Another aspect of antithrombotic therapy comprises the administration of antiplatelet therapies, which is increasing in both the hospital and out-patient settings. Aspirin and clopidogrel remain the mainstays of therapy, although additional/alternative therapies are emerging.[18] Orme and colleagues therefore discuss whether the oral agents need to be evaluated for resistance to therapy and whether patient-tailored regimens have added clinical benefit.[19] Different methodologies to monitor antiplatelet therapies are reviewed and the current status of platelet function testing highlighted.
Hereditary and acquired bleeding disorders, although not as common as thrombotic disorders, have a global basis and require hemostasis testing, both for diagnosis and for monitoring during the administration of appropriate therapies. Insufficient replacement therapy may lead to continued bleeding and over-administration to thrombotic risk. Accurate laboratory assessment is crucial to appropriate care and there are important nuances to providing the most accurate and clinically useful results. The recently introduced modified factors VIII and IX replacement therapies may show variable recovery in one-stage factor activity assays depending on the replacement factor and specific aPTT assay used.[20] In the monitoring of post–von Willebrand factor (VWF) infusion samples, there is confusion as to whether factor VIII or VWF activity best correlates with bleeding risk.[21]

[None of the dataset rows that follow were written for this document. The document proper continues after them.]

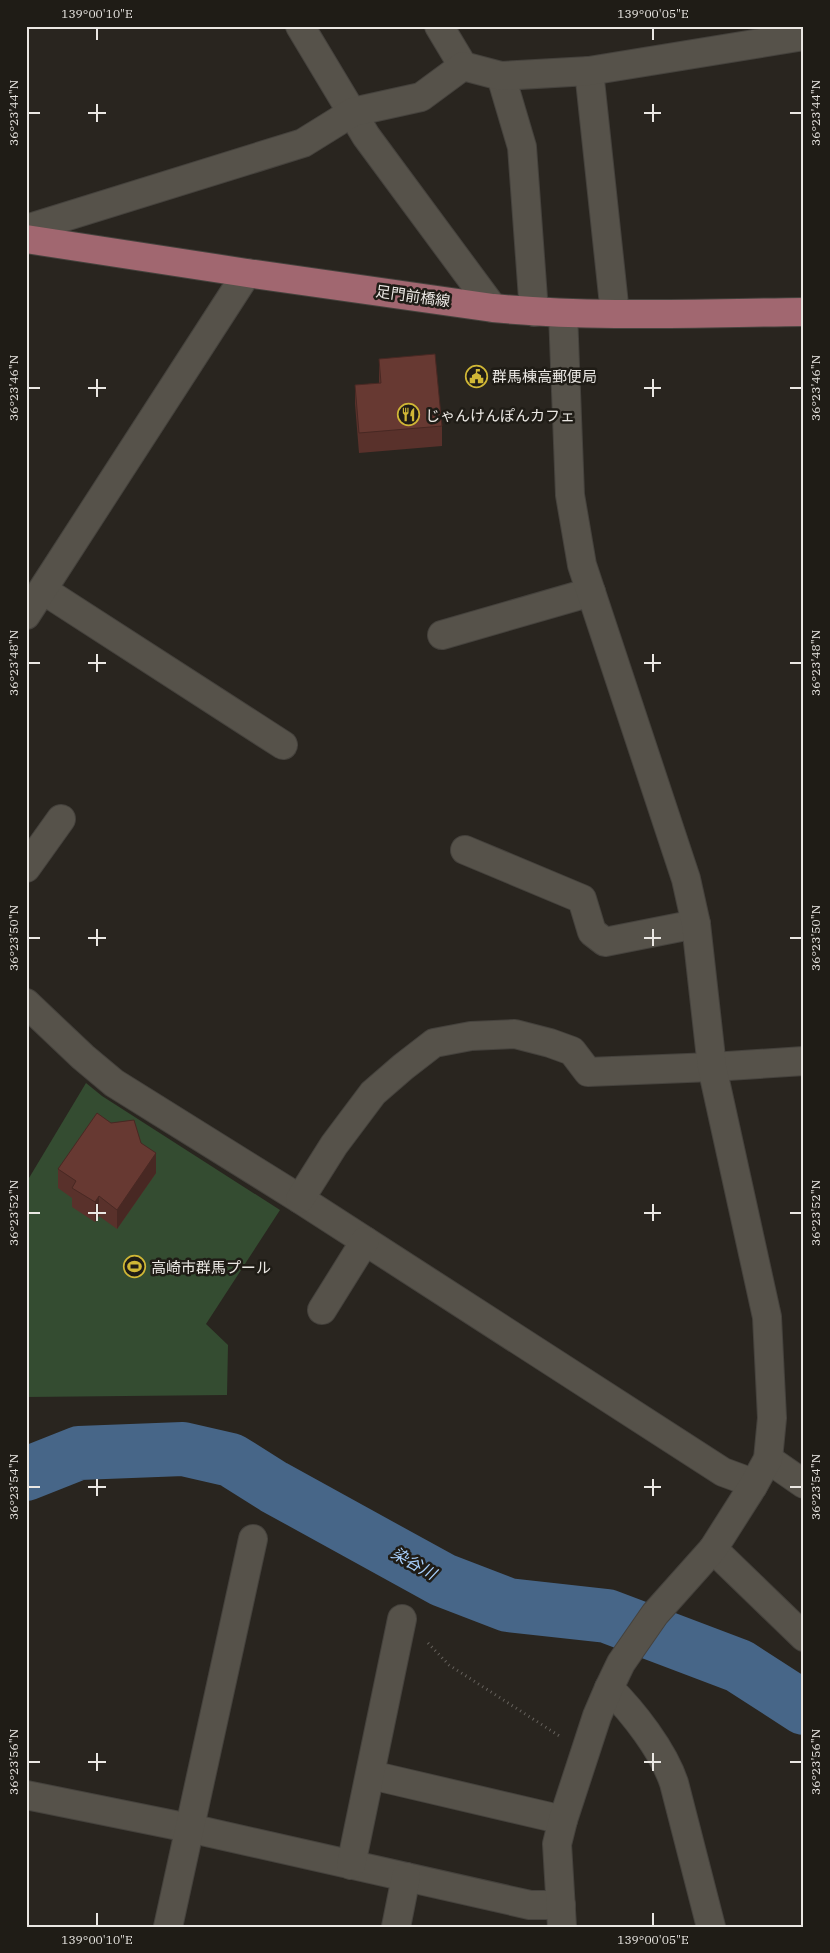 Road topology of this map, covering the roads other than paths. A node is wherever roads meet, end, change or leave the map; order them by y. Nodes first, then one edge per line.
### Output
1 (300, 26) edge
2 (439, 26) edge
3 (804, 36) edge
4 (463, 66) junction
5 (589, 71) junction
6 (501, 76) junction
7 (353, 112) junction
8 (26, 229) edge
9 (26, 239) edge
10 (247, 273) junction
11 (493, 308) junction
12 (534, 312) junction
13 (804, 312) edge
14 (562, 313) junction
15 (615, 314) junction
16 (43, 590) junction
17 (590, 592) junction
18 (26, 615) edge
19 (442, 635) dead end
20 (283, 745) dead end
21 (61, 819) dead end
22 (464, 850) dead end
23 (26, 868) edge
24 (696, 924) junction
25 (26, 1003) edge
26 (804, 1061) edge
27 (712, 1067) junction
28 (300, 1199) junction
29 (365, 1241) junction
30 (322, 1310) dead end
31 (768, 1459) junction
32 (804, 1484) edge
33 (753, 1486) junction
34 (253, 1539) dead end
35 (713, 1548) junction
36 (402, 1619) road end
37 (804, 1637) edge
38 (608, 1688) junction
39 (371, 1775) junction
40 (26, 1795) edge
41 (562, 1820) junction
42 (189, 1828) junction
43 (351, 1865) junction
44 (406, 1877) junction
45 (561, 1916) edge
46 (168, 1927) edge
47 (396, 1927) edge
48 (711, 1927) edge

1 - 7 street
2 - 4 street
3 - 5 street
4 - 6 street
4 - 7 street
5 - 6 street
5 - 15 street
6 - 12 street
7 - 8 street
7 - 11 street
9 - 10 main road, 足門前橋線
10 - 11 main road, 足門前橋線
10 - 16 street
11 - 12 main road, 足門前橋線
12 - 14 main road, 足門前橋線
13 - 15 main road, 足門前橋線
14 - 15 main road, 足門前橋線
14 - 17 street
16 - 18 street
16 - 20 street
17 - 19 street
17 - 24 street
21 - 23 street
22 - 24 street
24 - 27 street
25 - 28 street
26 - 27 street
27 - 28 street
27 - 31 street
28 - 29 street
29 - 30 street
29 - 33 street
31 - 32 street
31 - 33 street
33 - 35 street
34 - 42 street
35 - 37 street
35 - 38 street
36 - 39 street
38 - 41 street
38 - 48 street
39 - 41 street
39 - 43 street
40 - 42 street
41 - 45 street
42 - 43 street
42 - 46 street
43 - 44 street
44 - 45 street
44 - 47 street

An accurate measure of factor VIII activity is crucial during FVIII replacement therapy, as well as in von Willebrand replacement therapy. Castellone and Adcock carefully review the critical components of factor VIII activity assays as well as inhibitor assays, to help laboratories optimize these assays.[22] Kitchen and colleagues review the issues using one-stage factor activity assays in patients receiving modified recombinant factors VIII and IX replacement therapies as well as providing potential solutions to these issues.[23] Finally, Favaloro and colleagues describe the optimal array of assays for those undergoing therapy for von Willebrand disease (VWD) as well as how the interpretation of these assays may assist with the confirmation of type of VWD.[24]
The contemporary laboratory assessment of hemostatic and anticoagulant therapies comprises a critical role for the clinical laboratory in support of optimized patient care. We hope that readers of this journal find the current assortment of articles valuable to their practice. A good understanding of assays needed for monitoring therapy, together with their interpretation, will underpin laboratory practice, as this area of testing becomes ever more crucial in the evolution toward personalized medicine. We feel that this issue provides a unique compilation from many years of practical experience. We sincerely thank all of the authors to this special issue for their contributions and the tremendous wisdom that they provide.